Jack Shep (born 1999) is a British comedian, actor, writer and director. He is best known as a member of the first cast of Saturday Night Live UK, the British version of the long-running American sketch comedy show.

Outside of comedy, Shep is associated with the London-based Windmill music scene, where he has directed music videos for My New Band Believe, Westside Cowboy, Blossom Caldarone and Sarah Meth.

==Background and career==
A native of Bedfordshire, Shep got his comedic start on TikTok, describing himself as "a gay teenager posting skits online." He began doing standup comedy in London; he was a finalist in a 2023 episode of the BBC New Comedy Awards, losing to Chantel Nash.

In 2022, he played "Maximilian the Posh Gay" in the Channel 4 series Big Boys. In 2024, he played Richard Hill in five episodes of Changing Ends on ITVX, and he had a small role in one episode of Netflix's One Day. Shep has been announced as a cast member in the upcoming comedy Break Clause on Channel 4.

He has described Tim Robinson and Patti Harrison as his comedy heroes.

==SNL UK==
In February 2026, Shep was announced as the youngest member of the cast of Saturday Night Live UK.
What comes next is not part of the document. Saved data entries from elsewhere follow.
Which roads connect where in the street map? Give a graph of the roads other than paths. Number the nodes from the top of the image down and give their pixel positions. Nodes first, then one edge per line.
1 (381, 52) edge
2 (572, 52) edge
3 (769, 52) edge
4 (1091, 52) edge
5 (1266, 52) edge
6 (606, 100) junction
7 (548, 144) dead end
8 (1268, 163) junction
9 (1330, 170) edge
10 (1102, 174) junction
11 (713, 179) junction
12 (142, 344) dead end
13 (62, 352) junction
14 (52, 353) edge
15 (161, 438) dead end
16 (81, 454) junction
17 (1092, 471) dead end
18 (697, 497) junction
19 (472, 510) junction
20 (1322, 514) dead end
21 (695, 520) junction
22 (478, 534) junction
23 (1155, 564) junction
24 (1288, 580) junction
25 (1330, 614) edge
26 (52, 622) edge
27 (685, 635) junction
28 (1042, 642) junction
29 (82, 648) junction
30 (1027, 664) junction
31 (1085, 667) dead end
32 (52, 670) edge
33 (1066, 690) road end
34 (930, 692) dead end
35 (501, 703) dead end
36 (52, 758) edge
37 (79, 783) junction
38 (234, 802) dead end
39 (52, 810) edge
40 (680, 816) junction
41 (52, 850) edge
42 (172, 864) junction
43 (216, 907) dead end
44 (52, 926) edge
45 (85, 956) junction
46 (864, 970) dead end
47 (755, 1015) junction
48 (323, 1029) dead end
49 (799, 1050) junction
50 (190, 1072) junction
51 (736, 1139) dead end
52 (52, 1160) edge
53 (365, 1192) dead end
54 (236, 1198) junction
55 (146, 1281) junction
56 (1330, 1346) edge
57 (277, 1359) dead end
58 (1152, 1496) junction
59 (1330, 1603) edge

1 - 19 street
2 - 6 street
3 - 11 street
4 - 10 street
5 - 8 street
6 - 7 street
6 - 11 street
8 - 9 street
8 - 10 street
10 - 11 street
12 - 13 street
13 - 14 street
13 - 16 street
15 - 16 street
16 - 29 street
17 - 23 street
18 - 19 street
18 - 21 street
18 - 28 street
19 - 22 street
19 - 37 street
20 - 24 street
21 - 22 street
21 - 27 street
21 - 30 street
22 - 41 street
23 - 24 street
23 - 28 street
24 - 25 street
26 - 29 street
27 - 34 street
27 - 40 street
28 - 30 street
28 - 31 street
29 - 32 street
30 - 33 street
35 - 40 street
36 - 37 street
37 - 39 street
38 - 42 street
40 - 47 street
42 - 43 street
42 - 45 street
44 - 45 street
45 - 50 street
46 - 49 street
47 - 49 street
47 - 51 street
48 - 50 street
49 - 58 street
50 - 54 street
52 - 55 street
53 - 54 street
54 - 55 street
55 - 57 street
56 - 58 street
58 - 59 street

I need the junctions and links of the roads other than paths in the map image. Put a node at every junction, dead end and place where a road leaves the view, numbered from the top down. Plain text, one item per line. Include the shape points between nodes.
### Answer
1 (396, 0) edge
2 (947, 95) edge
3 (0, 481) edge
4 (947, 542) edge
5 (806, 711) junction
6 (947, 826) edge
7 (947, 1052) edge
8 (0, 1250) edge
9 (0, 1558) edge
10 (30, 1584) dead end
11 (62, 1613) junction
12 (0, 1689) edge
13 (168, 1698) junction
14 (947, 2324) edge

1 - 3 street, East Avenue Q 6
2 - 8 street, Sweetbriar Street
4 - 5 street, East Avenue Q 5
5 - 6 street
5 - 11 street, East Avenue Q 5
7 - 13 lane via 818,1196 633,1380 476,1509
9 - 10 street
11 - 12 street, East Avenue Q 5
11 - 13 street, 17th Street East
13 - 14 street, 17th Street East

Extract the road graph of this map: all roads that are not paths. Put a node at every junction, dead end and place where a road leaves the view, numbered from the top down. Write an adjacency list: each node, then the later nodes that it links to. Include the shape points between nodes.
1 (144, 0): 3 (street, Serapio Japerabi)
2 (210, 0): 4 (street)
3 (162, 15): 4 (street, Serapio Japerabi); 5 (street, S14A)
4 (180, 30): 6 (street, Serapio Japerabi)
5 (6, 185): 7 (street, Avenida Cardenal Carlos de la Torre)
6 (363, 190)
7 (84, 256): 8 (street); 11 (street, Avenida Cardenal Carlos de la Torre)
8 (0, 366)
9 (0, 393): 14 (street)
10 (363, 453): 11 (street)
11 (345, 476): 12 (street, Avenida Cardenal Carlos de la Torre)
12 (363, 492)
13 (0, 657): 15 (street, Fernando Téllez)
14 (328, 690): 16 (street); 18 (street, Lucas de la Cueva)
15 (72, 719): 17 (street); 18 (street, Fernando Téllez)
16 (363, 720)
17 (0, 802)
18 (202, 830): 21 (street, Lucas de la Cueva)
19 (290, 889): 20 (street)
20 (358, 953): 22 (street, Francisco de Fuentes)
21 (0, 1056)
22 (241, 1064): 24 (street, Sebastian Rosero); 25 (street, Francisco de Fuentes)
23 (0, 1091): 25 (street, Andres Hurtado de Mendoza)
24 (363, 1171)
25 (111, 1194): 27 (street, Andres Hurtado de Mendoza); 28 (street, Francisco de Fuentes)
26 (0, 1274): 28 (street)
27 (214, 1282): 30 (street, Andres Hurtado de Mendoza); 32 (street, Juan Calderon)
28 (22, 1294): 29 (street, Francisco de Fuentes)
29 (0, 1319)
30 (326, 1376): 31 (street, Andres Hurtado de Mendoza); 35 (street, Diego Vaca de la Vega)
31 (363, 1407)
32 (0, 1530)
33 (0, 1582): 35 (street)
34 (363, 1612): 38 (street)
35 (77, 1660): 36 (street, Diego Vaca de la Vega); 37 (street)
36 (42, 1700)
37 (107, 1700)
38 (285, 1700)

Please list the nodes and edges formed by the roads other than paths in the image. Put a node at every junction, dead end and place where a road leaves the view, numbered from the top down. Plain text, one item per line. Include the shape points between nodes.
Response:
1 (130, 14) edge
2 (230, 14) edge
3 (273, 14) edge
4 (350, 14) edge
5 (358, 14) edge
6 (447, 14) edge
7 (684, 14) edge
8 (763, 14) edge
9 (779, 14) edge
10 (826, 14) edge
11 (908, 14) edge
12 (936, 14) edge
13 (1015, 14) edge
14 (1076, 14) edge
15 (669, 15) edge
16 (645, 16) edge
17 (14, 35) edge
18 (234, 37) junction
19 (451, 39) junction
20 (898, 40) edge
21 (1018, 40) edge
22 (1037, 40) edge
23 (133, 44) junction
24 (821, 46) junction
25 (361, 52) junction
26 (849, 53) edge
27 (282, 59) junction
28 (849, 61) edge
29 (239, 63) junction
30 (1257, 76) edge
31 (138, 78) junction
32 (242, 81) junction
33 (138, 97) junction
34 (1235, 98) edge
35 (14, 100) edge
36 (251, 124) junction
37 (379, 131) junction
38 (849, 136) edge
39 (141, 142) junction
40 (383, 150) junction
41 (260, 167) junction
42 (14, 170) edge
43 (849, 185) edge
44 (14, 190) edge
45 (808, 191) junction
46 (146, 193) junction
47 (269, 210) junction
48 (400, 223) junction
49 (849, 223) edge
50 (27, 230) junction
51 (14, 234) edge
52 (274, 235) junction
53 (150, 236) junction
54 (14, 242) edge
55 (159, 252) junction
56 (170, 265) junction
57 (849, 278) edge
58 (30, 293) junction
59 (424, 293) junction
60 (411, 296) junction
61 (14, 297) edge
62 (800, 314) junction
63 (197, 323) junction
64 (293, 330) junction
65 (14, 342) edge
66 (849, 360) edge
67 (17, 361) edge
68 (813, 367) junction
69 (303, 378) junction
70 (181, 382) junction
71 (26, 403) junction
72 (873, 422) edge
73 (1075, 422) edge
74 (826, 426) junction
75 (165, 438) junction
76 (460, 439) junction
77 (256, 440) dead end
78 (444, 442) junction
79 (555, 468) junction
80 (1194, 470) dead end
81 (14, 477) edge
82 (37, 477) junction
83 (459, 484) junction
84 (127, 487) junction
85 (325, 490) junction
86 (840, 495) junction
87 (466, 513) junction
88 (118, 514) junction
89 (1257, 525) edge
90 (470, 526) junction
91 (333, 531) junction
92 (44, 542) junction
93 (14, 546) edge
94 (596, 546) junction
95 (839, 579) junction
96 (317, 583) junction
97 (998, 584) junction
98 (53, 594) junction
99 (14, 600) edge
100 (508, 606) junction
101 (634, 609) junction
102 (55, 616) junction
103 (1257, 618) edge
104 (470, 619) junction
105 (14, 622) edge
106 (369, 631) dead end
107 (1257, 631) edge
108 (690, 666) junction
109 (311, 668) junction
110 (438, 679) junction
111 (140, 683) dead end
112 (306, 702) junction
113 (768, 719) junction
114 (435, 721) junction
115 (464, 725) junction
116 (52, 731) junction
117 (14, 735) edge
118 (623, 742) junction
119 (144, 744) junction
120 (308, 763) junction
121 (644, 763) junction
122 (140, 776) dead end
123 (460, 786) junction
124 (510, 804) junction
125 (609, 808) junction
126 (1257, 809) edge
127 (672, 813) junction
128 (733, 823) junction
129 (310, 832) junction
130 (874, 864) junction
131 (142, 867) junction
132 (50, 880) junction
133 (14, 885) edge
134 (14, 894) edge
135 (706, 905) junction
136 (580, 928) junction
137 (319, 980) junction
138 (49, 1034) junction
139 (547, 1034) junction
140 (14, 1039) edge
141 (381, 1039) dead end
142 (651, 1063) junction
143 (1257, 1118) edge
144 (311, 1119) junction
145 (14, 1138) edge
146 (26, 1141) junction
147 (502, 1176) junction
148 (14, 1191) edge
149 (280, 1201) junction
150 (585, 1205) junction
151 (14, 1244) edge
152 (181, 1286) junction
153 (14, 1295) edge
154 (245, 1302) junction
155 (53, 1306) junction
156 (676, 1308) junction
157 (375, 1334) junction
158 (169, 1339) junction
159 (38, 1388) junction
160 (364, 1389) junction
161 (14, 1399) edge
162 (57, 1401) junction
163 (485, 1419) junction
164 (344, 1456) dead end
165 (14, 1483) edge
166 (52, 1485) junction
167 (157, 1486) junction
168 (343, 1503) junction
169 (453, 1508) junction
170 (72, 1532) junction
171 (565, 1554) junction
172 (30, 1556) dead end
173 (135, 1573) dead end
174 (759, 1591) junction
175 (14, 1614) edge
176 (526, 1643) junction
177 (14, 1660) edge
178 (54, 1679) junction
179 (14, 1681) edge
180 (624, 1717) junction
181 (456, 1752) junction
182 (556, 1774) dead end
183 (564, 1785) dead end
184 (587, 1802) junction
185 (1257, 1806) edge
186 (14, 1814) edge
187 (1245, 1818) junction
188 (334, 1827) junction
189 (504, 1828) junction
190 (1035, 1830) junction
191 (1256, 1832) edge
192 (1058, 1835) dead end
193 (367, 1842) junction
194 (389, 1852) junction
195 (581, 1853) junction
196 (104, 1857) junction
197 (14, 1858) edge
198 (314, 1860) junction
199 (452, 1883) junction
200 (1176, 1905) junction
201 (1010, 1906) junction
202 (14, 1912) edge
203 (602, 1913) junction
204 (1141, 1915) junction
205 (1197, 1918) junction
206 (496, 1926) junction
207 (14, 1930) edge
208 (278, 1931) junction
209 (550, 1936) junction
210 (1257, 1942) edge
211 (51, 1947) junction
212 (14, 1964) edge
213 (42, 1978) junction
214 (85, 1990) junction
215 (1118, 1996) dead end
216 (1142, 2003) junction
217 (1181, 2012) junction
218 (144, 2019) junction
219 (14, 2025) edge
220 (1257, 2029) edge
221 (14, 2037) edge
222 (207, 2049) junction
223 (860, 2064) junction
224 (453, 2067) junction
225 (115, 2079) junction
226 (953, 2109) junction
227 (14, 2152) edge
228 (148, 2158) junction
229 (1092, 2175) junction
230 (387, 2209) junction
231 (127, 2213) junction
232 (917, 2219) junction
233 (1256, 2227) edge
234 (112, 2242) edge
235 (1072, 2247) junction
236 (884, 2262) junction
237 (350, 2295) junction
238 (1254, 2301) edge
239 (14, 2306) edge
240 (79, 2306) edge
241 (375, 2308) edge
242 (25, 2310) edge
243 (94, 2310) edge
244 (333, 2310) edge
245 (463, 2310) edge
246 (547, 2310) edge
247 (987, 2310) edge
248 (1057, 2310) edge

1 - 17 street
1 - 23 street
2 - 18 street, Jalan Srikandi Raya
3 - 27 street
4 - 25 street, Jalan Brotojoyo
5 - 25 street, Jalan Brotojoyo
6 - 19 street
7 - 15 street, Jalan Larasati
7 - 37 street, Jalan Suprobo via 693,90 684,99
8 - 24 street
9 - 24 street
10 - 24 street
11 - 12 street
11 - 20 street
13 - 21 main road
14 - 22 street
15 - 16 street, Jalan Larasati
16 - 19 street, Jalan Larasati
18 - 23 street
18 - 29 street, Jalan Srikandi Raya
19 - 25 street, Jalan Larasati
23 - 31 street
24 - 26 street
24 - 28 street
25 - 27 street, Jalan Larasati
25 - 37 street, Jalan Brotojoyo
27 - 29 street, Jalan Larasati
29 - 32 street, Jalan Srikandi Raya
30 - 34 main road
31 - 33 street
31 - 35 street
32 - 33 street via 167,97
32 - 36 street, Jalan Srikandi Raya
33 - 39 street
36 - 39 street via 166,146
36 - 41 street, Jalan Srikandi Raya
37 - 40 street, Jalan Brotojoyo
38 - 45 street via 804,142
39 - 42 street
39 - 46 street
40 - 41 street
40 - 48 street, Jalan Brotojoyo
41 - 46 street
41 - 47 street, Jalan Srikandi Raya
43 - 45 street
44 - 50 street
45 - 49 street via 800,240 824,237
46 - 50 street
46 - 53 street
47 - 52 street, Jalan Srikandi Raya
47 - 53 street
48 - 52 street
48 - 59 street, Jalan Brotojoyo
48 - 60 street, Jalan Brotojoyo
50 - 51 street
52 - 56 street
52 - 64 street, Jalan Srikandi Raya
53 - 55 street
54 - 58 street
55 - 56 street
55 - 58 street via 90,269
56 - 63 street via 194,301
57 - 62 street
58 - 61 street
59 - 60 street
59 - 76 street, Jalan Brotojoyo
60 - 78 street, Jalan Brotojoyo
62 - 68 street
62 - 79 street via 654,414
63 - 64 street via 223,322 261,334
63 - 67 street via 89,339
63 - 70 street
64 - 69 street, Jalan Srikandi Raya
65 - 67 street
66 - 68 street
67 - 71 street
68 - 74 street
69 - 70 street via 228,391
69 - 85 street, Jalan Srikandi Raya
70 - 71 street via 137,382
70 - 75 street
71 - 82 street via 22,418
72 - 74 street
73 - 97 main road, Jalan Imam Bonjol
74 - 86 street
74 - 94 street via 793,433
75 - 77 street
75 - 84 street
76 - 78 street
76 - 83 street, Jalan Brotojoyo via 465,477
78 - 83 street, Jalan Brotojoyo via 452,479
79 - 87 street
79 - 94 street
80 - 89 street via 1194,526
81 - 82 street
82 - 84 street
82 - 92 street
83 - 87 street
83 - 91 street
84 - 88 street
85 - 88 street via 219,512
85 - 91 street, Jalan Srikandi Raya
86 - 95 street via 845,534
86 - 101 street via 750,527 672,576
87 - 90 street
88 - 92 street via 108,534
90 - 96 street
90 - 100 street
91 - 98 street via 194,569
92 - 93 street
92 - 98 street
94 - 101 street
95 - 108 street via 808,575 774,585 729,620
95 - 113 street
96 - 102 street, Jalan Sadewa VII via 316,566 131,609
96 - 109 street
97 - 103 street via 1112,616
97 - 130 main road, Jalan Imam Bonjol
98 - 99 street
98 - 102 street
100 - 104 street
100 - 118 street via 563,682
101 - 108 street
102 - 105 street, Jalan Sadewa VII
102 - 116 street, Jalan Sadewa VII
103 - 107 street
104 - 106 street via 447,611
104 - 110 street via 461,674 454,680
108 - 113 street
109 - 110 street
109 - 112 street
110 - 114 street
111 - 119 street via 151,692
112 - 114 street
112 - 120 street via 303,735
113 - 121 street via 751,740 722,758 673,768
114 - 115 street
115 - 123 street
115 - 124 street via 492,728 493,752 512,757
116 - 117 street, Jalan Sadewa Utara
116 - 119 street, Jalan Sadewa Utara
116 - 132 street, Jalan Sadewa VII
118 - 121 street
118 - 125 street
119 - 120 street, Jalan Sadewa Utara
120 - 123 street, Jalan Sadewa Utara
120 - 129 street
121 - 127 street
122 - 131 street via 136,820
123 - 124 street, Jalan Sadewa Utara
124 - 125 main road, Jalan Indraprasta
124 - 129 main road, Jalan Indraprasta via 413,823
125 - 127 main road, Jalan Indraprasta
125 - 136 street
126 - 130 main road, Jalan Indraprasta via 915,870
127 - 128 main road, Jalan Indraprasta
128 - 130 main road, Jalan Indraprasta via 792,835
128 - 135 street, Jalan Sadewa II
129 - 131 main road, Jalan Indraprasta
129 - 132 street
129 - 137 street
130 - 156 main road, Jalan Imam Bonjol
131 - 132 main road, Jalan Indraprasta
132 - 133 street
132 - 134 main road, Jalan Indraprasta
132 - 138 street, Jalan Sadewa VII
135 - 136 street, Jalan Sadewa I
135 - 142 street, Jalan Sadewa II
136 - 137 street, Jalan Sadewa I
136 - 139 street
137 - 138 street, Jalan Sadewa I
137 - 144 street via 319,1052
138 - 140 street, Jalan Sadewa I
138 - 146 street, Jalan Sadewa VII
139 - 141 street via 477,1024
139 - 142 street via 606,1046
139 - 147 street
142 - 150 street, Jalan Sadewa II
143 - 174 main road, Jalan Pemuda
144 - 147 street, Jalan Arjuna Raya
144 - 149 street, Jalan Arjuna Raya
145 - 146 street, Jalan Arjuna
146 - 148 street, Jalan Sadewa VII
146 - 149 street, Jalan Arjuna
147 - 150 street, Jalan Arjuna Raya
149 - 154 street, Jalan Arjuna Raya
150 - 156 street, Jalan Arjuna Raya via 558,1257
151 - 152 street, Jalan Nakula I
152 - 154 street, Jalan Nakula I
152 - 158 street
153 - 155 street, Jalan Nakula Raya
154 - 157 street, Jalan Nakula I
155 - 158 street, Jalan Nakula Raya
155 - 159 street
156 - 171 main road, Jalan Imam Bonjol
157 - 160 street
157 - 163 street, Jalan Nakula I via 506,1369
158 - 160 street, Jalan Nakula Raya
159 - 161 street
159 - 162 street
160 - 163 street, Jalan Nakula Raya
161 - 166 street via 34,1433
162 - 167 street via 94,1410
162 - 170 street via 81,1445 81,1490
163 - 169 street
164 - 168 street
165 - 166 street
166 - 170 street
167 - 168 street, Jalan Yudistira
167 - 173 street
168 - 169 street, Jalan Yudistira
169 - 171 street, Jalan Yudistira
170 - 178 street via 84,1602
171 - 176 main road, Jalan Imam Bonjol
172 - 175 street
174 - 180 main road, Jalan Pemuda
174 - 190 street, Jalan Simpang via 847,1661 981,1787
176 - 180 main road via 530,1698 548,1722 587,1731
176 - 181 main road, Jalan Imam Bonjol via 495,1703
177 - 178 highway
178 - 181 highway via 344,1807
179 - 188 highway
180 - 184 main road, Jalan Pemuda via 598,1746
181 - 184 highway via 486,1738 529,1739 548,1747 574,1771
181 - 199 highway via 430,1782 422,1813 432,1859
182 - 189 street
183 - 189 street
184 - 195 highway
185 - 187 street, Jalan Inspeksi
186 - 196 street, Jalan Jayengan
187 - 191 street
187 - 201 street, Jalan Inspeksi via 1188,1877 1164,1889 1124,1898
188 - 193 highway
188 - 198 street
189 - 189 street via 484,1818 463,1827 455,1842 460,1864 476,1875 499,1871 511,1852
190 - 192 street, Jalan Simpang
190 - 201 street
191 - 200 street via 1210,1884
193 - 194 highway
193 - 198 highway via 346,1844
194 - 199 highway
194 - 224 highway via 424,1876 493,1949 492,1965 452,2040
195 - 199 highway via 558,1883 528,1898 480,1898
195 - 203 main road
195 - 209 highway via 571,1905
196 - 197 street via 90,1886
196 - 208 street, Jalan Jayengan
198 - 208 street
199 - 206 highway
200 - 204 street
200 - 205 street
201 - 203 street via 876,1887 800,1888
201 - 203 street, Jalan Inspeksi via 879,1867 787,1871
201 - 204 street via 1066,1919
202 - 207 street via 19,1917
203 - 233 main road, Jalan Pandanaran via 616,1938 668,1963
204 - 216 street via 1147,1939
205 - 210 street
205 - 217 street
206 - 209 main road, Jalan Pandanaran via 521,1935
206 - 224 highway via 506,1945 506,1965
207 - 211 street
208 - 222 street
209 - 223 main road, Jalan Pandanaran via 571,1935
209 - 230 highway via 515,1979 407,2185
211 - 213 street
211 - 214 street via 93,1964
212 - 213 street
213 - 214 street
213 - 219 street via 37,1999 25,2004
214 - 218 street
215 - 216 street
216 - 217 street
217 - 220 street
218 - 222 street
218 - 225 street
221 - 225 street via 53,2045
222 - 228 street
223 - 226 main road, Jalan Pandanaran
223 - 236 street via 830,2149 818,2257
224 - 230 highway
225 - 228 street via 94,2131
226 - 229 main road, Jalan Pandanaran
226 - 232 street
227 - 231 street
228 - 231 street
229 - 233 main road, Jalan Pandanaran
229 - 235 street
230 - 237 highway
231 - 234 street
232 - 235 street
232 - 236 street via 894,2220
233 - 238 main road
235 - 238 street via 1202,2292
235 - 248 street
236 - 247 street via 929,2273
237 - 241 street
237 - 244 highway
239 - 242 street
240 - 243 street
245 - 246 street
In reviews of the series' debut episode on 21 March 2026, Shep was frequently singled out for praise by reviewers. The Guardian called his impression of Princess Diana "disturbingly good". The New York Times called Shep "the evening's M.V.P." (alongside costar Hammed Animashaun), saying he "showed signs of an Ashley Padilla-like breakout, with very funny and nuanced performances". Variety called Shep "one to look out for, pulling off a Diana impression so good that when the sketch itself didn't land you didn't care. Within minutes, he was in another as a dancing baby fetus. No idea what that was about either, but because of Jack I didn't mind."

==Music==
Shep is associated with the Windmill scene, the experimental and post-punk bands popular in South London in the late 2010s and early 2020s. He contributed footage to "Live at Bush Hall", a live film of the band Black Country, New Road. In 2025, Shep directed the music video for "Lecture 25", the first single from My New Band Believe, the new project of former Black Midi member Cameron Picton. On the band's self-titled debut album, Shep is credited with vocals on four tracks. Shep has also directed videos for artists including Sarah Meth and Blossom Caldarone. In 2026, Shep directed the music video for “Pin Up Boys”, the second single from the debut album of the band Westside Cowboy.